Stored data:
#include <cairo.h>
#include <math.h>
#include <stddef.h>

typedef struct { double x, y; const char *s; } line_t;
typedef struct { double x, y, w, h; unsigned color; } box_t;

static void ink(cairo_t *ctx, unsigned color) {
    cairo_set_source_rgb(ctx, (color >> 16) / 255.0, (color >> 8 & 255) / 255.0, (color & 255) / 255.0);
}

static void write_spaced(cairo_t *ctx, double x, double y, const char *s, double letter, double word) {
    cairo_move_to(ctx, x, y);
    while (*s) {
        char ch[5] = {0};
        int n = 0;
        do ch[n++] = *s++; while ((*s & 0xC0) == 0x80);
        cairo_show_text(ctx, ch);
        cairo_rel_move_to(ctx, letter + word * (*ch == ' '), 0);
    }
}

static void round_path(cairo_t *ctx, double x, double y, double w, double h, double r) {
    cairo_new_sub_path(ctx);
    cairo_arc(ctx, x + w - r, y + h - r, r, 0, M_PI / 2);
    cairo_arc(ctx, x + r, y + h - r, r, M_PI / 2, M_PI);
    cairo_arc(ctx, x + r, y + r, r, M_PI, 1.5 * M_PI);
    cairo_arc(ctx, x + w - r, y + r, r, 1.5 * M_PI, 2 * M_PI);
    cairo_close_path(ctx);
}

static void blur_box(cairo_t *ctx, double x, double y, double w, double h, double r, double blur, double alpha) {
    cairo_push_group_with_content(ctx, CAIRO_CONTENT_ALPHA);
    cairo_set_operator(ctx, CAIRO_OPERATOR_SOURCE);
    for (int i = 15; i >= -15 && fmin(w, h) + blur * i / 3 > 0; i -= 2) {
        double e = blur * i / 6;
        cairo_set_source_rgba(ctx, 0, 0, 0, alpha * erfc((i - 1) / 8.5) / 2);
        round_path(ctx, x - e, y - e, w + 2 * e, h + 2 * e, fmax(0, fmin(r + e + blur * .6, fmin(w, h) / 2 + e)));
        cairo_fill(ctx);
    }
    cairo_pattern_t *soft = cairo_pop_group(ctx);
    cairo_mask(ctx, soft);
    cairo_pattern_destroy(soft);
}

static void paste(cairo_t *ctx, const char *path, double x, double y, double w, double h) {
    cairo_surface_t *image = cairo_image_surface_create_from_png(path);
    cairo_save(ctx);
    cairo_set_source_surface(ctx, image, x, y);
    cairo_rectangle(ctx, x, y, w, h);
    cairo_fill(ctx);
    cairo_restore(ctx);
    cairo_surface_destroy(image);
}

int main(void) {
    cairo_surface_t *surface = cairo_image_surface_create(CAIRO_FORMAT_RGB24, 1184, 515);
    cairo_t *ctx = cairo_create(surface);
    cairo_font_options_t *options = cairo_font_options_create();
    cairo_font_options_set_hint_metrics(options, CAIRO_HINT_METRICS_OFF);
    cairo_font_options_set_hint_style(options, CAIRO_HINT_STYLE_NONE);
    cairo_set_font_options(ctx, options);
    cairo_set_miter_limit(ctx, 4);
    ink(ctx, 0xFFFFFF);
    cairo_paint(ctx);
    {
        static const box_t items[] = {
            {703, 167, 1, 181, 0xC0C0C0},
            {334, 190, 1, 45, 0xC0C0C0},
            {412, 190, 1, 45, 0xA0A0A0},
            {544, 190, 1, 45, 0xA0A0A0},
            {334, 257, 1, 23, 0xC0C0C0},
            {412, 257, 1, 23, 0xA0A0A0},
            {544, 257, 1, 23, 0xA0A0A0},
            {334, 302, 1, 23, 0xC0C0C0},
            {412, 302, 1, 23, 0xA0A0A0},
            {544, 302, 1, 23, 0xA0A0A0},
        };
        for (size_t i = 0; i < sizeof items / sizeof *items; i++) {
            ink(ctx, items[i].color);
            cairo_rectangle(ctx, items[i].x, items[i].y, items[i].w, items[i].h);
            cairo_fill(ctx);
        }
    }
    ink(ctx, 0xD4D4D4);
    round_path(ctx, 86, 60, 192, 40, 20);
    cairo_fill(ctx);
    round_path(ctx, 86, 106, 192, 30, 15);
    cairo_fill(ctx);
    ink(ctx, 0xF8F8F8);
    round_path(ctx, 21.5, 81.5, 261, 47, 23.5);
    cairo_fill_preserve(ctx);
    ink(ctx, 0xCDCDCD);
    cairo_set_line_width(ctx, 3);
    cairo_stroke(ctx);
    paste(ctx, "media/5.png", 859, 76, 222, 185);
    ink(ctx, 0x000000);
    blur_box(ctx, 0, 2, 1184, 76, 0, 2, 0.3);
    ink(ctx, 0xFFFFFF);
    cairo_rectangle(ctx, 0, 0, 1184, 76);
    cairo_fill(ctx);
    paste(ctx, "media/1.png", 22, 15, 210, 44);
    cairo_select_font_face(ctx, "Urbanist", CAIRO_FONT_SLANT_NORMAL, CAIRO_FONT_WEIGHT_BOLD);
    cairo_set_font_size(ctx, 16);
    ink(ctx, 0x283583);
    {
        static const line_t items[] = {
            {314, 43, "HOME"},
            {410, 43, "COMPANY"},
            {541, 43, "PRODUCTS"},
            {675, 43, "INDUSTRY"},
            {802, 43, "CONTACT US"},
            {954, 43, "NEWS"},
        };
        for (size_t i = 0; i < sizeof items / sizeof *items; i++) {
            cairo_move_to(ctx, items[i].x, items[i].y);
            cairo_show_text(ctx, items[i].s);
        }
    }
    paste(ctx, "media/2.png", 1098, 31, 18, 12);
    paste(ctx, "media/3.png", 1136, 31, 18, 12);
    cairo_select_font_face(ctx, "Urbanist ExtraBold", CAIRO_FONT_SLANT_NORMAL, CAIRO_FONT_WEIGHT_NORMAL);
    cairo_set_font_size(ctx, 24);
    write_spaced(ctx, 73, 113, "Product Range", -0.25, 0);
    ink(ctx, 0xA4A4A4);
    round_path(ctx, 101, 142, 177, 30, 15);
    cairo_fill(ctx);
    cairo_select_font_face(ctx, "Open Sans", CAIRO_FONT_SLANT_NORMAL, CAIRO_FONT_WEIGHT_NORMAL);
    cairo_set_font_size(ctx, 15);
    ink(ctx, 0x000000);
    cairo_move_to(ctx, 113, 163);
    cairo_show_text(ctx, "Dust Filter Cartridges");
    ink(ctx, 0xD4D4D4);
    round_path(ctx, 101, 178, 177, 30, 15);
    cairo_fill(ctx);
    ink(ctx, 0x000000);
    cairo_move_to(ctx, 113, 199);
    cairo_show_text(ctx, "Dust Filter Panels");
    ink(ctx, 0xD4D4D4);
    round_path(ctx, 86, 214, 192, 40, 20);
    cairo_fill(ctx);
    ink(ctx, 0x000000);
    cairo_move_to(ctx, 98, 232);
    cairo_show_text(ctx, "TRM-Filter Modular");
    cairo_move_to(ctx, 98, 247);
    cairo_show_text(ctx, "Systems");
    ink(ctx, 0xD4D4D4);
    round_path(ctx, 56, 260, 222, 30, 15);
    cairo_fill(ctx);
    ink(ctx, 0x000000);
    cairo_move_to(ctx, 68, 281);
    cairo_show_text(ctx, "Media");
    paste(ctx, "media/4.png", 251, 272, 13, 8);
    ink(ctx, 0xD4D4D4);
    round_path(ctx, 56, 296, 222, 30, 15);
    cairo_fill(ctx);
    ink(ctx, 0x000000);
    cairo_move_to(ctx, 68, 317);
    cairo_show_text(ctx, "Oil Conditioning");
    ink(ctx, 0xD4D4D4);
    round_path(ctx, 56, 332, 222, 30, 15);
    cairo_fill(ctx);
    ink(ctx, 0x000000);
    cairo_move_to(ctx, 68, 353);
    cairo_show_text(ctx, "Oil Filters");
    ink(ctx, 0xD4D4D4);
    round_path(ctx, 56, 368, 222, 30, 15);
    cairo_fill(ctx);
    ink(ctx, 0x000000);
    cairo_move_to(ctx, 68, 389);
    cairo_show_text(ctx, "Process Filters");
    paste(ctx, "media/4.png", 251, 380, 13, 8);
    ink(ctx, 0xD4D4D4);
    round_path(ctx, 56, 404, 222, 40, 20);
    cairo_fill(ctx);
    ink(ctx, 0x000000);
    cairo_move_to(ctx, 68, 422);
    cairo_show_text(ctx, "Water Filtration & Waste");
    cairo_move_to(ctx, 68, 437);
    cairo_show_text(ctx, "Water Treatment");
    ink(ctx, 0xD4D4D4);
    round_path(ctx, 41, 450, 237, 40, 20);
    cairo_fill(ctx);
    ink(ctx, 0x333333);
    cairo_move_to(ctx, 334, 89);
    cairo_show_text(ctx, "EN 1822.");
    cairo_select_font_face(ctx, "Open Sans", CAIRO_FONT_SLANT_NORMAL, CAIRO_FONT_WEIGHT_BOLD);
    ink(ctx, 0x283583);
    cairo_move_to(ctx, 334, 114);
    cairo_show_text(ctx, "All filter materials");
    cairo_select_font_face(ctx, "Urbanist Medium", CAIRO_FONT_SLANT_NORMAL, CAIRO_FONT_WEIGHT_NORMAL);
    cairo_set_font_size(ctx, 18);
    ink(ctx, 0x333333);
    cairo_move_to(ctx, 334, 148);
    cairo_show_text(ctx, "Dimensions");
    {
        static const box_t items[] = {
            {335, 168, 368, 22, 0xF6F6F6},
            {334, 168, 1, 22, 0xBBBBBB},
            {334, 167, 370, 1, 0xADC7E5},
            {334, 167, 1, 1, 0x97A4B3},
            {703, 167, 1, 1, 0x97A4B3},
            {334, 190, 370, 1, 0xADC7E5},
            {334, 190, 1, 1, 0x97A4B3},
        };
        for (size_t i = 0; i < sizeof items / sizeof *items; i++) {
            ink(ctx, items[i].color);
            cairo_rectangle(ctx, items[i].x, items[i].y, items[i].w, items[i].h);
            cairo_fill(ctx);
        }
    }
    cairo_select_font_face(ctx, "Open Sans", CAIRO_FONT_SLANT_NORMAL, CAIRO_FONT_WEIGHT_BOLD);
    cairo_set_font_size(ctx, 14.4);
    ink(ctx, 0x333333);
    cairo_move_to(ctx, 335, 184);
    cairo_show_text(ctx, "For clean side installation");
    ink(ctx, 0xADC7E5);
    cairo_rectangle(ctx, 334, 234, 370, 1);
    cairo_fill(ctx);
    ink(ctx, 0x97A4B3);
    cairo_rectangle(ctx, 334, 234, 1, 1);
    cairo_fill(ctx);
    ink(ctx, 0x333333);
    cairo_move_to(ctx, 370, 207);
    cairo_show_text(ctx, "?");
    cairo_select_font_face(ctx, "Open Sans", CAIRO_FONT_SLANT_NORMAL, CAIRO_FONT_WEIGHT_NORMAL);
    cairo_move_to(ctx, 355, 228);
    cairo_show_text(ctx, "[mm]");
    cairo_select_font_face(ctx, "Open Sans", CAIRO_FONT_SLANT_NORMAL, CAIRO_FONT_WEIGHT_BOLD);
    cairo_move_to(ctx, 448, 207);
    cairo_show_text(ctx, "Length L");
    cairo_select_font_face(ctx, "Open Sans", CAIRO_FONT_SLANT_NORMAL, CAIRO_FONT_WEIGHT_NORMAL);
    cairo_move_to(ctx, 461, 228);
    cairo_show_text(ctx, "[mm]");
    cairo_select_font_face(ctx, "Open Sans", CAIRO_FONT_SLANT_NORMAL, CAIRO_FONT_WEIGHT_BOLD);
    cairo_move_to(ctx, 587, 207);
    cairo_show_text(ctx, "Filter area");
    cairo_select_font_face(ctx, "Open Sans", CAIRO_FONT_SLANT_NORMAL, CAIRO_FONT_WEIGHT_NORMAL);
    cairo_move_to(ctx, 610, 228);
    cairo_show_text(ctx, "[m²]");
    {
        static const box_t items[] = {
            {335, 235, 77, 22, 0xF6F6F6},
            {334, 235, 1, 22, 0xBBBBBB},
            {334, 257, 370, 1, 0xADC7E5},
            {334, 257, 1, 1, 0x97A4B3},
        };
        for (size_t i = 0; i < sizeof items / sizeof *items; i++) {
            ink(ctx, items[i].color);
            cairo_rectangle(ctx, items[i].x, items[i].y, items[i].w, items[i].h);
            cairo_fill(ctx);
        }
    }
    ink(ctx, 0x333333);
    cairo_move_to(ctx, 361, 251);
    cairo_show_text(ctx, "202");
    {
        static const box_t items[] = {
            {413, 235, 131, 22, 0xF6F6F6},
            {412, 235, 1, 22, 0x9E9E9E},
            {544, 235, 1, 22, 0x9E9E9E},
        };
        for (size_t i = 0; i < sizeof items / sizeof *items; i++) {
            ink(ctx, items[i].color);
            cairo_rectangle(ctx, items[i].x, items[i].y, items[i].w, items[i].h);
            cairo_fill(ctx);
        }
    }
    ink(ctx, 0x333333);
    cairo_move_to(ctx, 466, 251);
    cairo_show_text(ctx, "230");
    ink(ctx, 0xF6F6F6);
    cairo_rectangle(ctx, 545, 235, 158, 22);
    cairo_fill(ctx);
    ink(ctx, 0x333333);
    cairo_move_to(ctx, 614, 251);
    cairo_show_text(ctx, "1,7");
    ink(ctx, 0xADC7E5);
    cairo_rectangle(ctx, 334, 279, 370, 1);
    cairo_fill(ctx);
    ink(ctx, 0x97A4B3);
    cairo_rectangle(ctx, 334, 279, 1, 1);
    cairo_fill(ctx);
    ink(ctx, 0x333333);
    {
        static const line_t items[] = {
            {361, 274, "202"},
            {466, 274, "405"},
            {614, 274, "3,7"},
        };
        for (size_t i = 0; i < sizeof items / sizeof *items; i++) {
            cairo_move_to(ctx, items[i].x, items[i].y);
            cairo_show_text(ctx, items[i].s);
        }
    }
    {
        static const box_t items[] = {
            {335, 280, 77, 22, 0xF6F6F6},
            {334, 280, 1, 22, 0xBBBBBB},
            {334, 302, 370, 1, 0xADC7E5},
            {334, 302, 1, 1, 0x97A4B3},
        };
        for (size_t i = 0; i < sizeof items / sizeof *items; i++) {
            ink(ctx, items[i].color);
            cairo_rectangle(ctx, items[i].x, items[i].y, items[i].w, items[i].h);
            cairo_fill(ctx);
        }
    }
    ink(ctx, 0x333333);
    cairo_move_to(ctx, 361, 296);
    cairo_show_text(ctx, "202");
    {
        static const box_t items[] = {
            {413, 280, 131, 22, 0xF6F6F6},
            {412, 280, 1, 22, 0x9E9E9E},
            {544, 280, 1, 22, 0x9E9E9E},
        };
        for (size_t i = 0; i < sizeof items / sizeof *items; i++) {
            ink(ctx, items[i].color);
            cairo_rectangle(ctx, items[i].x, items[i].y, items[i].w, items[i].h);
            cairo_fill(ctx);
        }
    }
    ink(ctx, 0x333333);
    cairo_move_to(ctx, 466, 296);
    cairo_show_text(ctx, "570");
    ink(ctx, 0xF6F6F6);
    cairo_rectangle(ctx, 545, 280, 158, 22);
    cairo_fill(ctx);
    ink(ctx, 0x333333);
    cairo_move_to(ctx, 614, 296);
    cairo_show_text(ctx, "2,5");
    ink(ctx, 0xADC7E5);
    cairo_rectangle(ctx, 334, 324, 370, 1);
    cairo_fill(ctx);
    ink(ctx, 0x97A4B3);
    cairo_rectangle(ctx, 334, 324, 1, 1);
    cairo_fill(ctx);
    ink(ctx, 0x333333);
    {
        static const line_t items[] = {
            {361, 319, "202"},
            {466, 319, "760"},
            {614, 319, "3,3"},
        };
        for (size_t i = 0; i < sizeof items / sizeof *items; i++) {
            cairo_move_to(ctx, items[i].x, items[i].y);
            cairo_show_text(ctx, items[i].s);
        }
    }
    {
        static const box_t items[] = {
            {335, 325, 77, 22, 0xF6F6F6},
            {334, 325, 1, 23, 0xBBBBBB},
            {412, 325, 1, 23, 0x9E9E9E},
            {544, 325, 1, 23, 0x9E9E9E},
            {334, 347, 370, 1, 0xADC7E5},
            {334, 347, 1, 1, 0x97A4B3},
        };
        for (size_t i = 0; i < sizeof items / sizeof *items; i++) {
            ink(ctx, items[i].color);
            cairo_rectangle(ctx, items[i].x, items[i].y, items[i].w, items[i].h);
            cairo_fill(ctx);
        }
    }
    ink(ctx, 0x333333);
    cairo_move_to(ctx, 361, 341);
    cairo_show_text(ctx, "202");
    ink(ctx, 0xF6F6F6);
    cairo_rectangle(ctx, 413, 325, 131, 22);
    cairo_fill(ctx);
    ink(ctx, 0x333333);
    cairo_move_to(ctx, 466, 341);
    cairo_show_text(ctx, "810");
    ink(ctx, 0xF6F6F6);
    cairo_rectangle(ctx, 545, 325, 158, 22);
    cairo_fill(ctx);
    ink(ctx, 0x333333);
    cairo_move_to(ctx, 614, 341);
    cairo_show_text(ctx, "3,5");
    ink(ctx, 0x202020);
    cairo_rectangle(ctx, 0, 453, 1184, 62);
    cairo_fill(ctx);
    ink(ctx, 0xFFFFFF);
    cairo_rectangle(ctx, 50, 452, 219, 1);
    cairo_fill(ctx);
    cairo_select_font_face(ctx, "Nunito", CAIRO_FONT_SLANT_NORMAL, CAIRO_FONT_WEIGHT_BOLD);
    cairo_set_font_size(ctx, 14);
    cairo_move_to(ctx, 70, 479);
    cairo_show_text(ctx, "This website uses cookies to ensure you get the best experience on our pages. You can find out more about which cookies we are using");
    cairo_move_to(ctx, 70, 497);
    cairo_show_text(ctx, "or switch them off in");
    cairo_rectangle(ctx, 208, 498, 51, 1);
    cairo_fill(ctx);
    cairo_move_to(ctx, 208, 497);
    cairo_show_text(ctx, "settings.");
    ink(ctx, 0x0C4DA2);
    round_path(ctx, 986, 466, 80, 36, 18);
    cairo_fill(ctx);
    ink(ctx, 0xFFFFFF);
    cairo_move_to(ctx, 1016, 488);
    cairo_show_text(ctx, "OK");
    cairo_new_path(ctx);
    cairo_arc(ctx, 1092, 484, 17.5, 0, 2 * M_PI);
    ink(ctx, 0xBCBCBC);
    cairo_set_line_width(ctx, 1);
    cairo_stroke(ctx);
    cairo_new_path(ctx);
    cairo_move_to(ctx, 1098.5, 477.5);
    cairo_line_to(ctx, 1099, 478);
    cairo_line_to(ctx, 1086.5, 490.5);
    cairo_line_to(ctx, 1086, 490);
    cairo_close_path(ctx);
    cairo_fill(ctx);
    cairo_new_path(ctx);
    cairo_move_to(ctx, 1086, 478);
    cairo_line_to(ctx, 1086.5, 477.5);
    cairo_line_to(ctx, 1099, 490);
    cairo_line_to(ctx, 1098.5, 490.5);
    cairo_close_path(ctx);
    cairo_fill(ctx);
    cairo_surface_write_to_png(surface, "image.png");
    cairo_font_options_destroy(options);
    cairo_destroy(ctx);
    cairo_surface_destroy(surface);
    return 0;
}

Activity:
Scan the entries above for the line containing "do ch[n++] = *s++;", and copy it and all lines after it exactly, down to and including the line containing "cairo_set_source_rgba(ctx, 0, 0, 0, alpha".

Task answer:
        do ch[n++] = *s++; while ((*s & 0xC0) == 0x80);
        cairo_show_text(ctx, ch);
        cairo_rel_move_to(ctx, letter + word * (*ch == ' '), 0);
    }
}

static void round_path(cairo_t *ctx, double x, double y, double w, double h, double r) {
    cairo_new_sub_path(ctx);
    cairo_arc(ctx, x + w - r, y + h - r, r, 0, M_PI / 2);
    cairo_arc(ctx, x + r, y + h - r, r, M_PI / 2, M_PI);
    cairo_arc(ctx, x + r, y + r, r, M_PI, 1.5 * M_PI);
    cairo_arc(ctx, x + w - r, y + r, r, 1.5 * M_PI, 2 * M_PI);
    cairo_close_path(ctx);
}

static void blur_box(cairo_t *ctx, double x, double y, double w, double h, double r, double blur, double alpha) {
    cairo_push_group_with_content(ctx, CAIRO_CONTENT_ALPHA);
    cairo_set_operator(ctx, CAIRO_OPERATOR_SOURCE);
    for (int i = 15; i >= -15 && fmin(w, h) + blur * i / 3 > 0; i -= 2) {
        double e = blur * i / 6;
        cairo_set_source_rgba(ctx, 0, 0, 0, alpha * erfc((i - 1) / 8.5) / 2);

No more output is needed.